Salieron por fin a un patio no muy grande, con el suelo de arena, donde había un hombre sentado sobre una estera, con las piernas cruzadas. Tenía la cabeza baja y parecía absorto. Vestía una ropa gastada y vulgar, y cuando alzó los ojos hacia ellos, los embajadores advirtieron que eran de un extraño color azul oscuro. Se quedaron en pie, sin avanzar, imaginando tal vez que aquel hombre era una especie de eremita. Frente a él ardía una hoguera. A su derecha había un libro, y a su izquierda una espada. «He aquí al califa», les dijo el chambelán, y entonces se arrodillaron apresurada y torpemente y no se atrevieron a levantar las cabezas de la arena hasta que Abd al-Rahman les habló. «Dios nos ha ordenado que os invitemos a esto -señaló el libro, que era un Corán- y si rehusáis, a esto -y señaló la espada-. Y vuestro destino, cuando os quitemos la vida, es esto -concluyó, indicándoles la hoguera que ardía ante él». «Se llenaron de terror -dice al-Arabí-, les ordenó salir sin que hubieran dicho una sola palabra y acordaron con él la paz en las condiciones que quiso imponerles».
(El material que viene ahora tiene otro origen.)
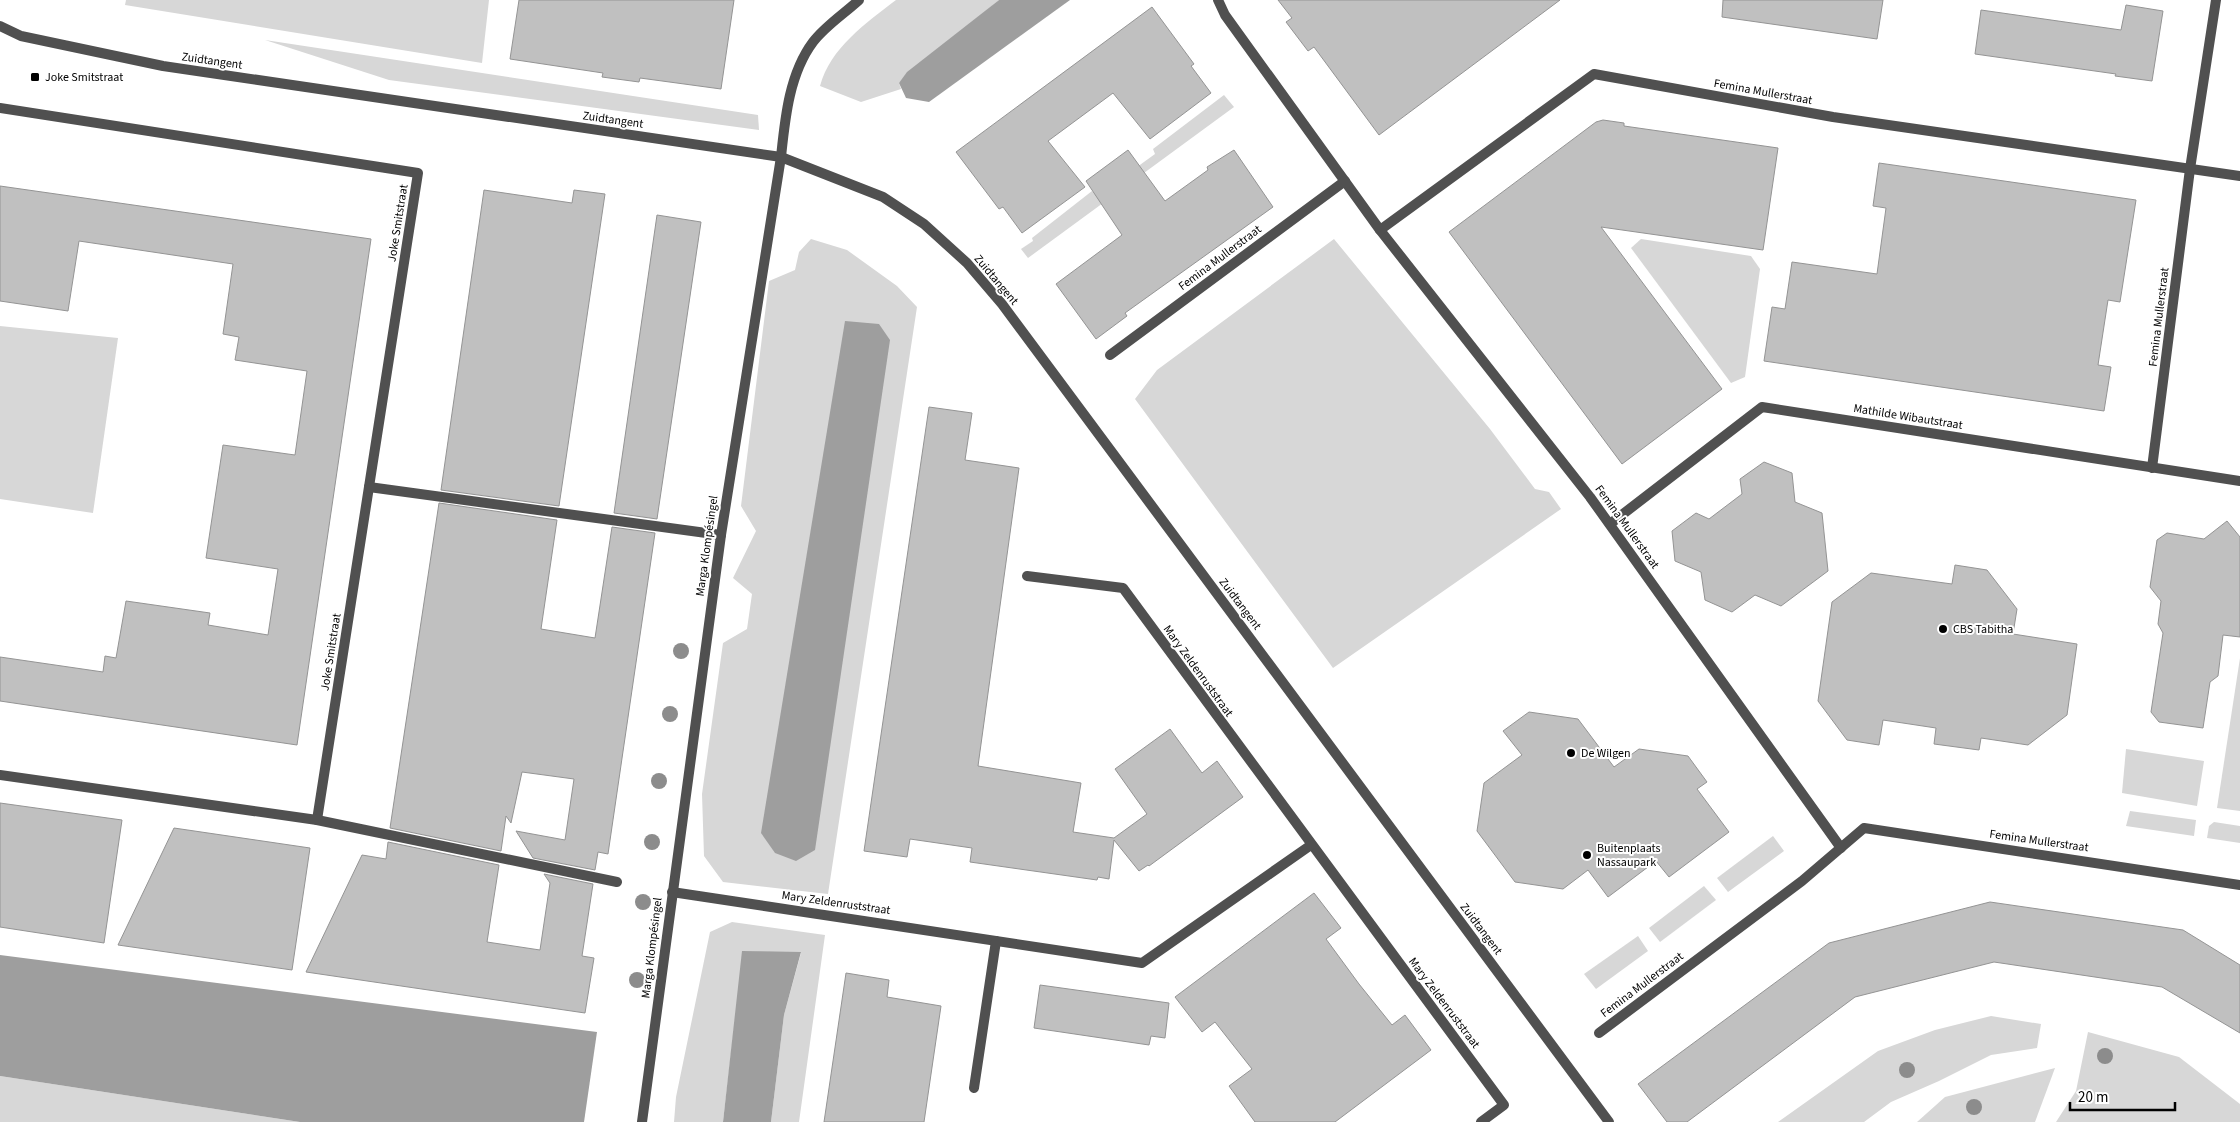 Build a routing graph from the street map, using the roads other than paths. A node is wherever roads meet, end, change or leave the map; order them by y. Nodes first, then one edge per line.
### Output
1 (860, 0) edge
2 (1218, 0) edge
3 (2216, 0) edge
4 (0, 26) edge
5 (0, 108) edge
6 (781, 157) junction
7 (2190, 169) junction
8 (2240, 176) edge
9 (1345, 181) junction
10 (1380, 230) junction
11 (1110, 355) dead end
12 (2152, 468) junction
13 (2240, 481) edge
14 (370, 487) junction
15 (1610, 524) junction
16 (721, 535) junction
17 (1027, 576) dead end
18 (0, 776) edge
19 (317, 820) junction
20 (1311, 845) junction
21 (1841, 848) junction
22 (617, 882) dead end
23 (2240, 885) edge
24 (672, 892) junction
25 (996, 941) junction
26 (1599, 1033) dead end
27 (974, 1088) dead end
28 (642, 1122) edge
29 (1481, 1122) edge
30 (1609, 1122) edge

1 - 6 street, Marga Klompésingel
2 - 9 street, Femina Mullerstraat
3 - 7 street, Femina Mullerstraat
4 - 6 street, Zuidtangent
5 - 14 street, Joke Smitstraat
6 - 16 street, Marga Klompésingel
6 - 30 street, Zuidtangent
7 - 8 street, Femina Mullerstraat
7 - 10 street, Femina Mullerstraat
7 - 12 street, Femina Mullerstraat
9 - 10 street, Femina Mullerstraat
9 - 11 street, Femina Mullerstraat
10 - 15 street, Femina Mullerstraat
12 - 13 street, Mathilde Wibautstraat
12 - 15 street, Mathilde Wibautstraat
14 - 16 street
14 - 19 street, Joke Smitstraat
15 - 21 street, Femina Mullerstraat
16 - 24 street, Marga Klompésingel
17 - 20 street, Mary Zeldenruststraat
18 - 19 street
19 - 22 street
20 - 25 street, Mary Zeldenruststraat
20 - 29 street, Mary Zeldenruststraat
21 - 23 street, Femina Mullerstraat
21 - 26 street, Femina Mullerstraat
24 - 25 street, Mary Zeldenruststraat
24 - 28 street, Marga Klompésingel
25 - 27 street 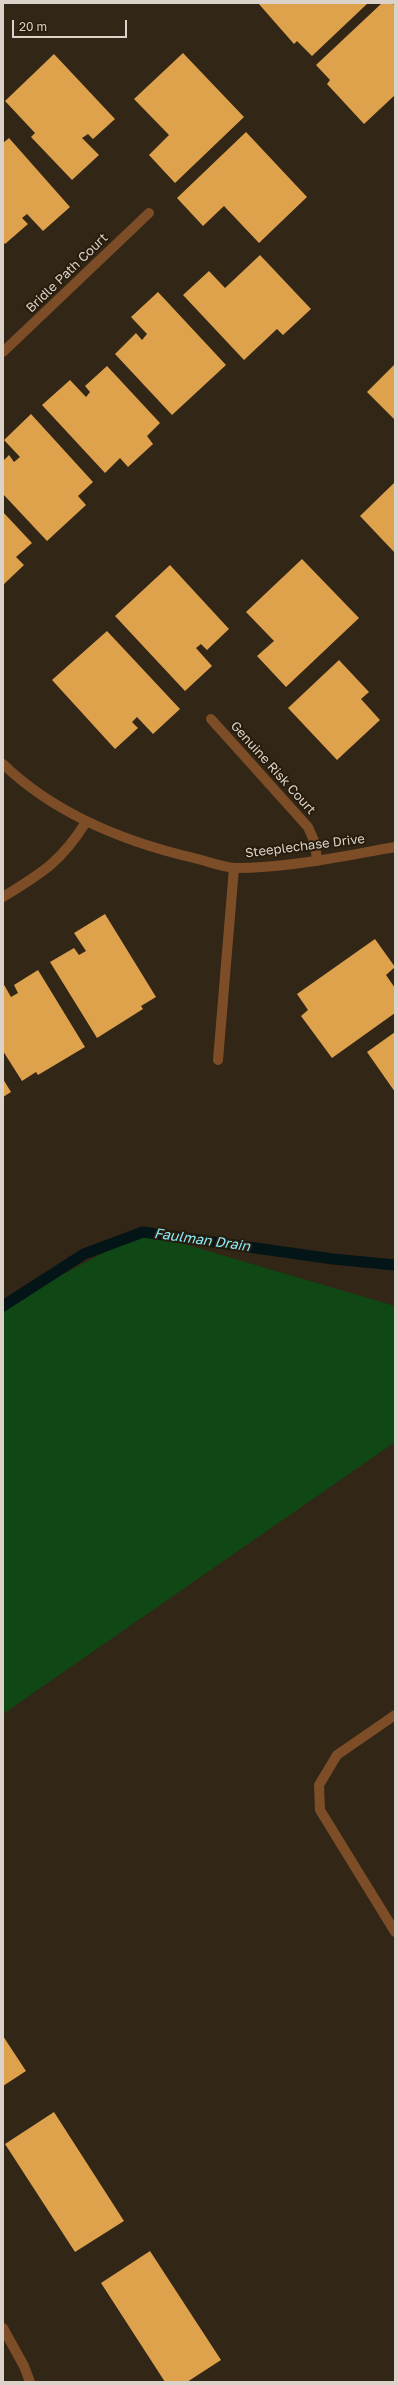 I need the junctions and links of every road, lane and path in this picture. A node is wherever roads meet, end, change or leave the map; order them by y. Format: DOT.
graph roads {
  1 [pos="149,213"];
  2 [pos="3,352"];
  3 [pos="211,719"];
  4 [pos="3,764"];
  5 [pos="86,822"];
  6 [pos="395,847"];
  7 [pos="317,861"];
  8 [pos="234,868"];
  9 [pos="3,897"];
  10 [pos="218,1060"];
  11 [pos="395,1715"];
  12 [pos="395,1932"];
  13 [pos="3,2328"];
  14 [pos="30,2382"];
  1 -- 2 [label="street, Bridle Path Court"];
  3 -- 7 [label="street, Genuine Risk Court"];
  4 -- 5 [label="street, Steeplechase Drive"];
  5 -- 8 [label="street, Steeplechase Drive"];
  5 -- 9 [label="street"];
  6 -- 7 [label="street, Steeplechase Drive"];
  7 -- 8 [label="street, Steeplechase Drive"];
  8 -- 10 [label="street"];
  11 -- 12 [label="street"];
  13 -- 14 [label="street"];
}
Ese hombre solo, sentado sobre una estera, con las piernas cruzadas, es todavía más desconocido y más temible que el otro, el que se yergue en un trono de oro macizo ante un estanque de mercurio sobre el que pende una perla. La estancia mejor guardada y más secreta de Madinat al-Zahra es un patio con el suelo de arena donde no hay nada más que una hoguera, una espada y un libro. Puede que Hasday ibn Shaprut fuera uno de los pocos hombres de su tiempo que tuvo acceso a ese lugar, a ese recinto escondido donde el monarca más poderoso y más rico de Occidente reposaba en el suelo como un beduino, como si su ciudad y su reino fueran espejismos y no poseyera nada más que lo que habían poseído sus antepasados del desierto: la arena, las palabras, la espada, el fuego que iluminaba la noche. Tal vez, de todos los hombres que conocieron a al-Nasir, Hasday fue el único que no le temió. Su mirada de médico averiguaba en él lo que otros no veían, los primeros signos de la vejez y de la decadencia, el lento progreso infalible de la muerte. En marzo del año 961, el califa se expuso al viento frío de la sierra, que batía crudamente las explanadas de Madinat al-Zahra. Se temió que hubiera contraído una pulmonía, y su final pareció irremediable, pero Hasday, una vez más, logró una curación sorprendente, y a principios de verano, el califa, que ya había cumplido setenta años, volvió a conceder audiencias y a interesarse con el desasosiego de siempre por las obras de su ciudad, que no parecía que fueran a acabar nunca. Pero el médico estaba seguro de que el restablecimiento de al-Nasir era ilusorio. A principios de otoño, cuando volvieron los fríos del norte, el califa empeoró y Hasday supo que esta vez ni siquiera la pócima que había inventado veinte años antes lo podría salvar. Murió el 16 de octubre. Faltaban quince años para que su hijo, al-Hakam, diera por terminada la construcción de Madinat al-Zahra, y algo más de cuarenta para que todos sus palacios y sus jardines con lagos y animales salvajes fueran arrasados. Poco después de su muerte, alguien encontró entre sus papeles uno en el que había recordado y enumerado los días felices de su vida. Así pudo saberse que Abd al-Rahman al-Nasir, a lo largo de su reinado de medio siglo, había conocido exactamente catorce días de felicidad.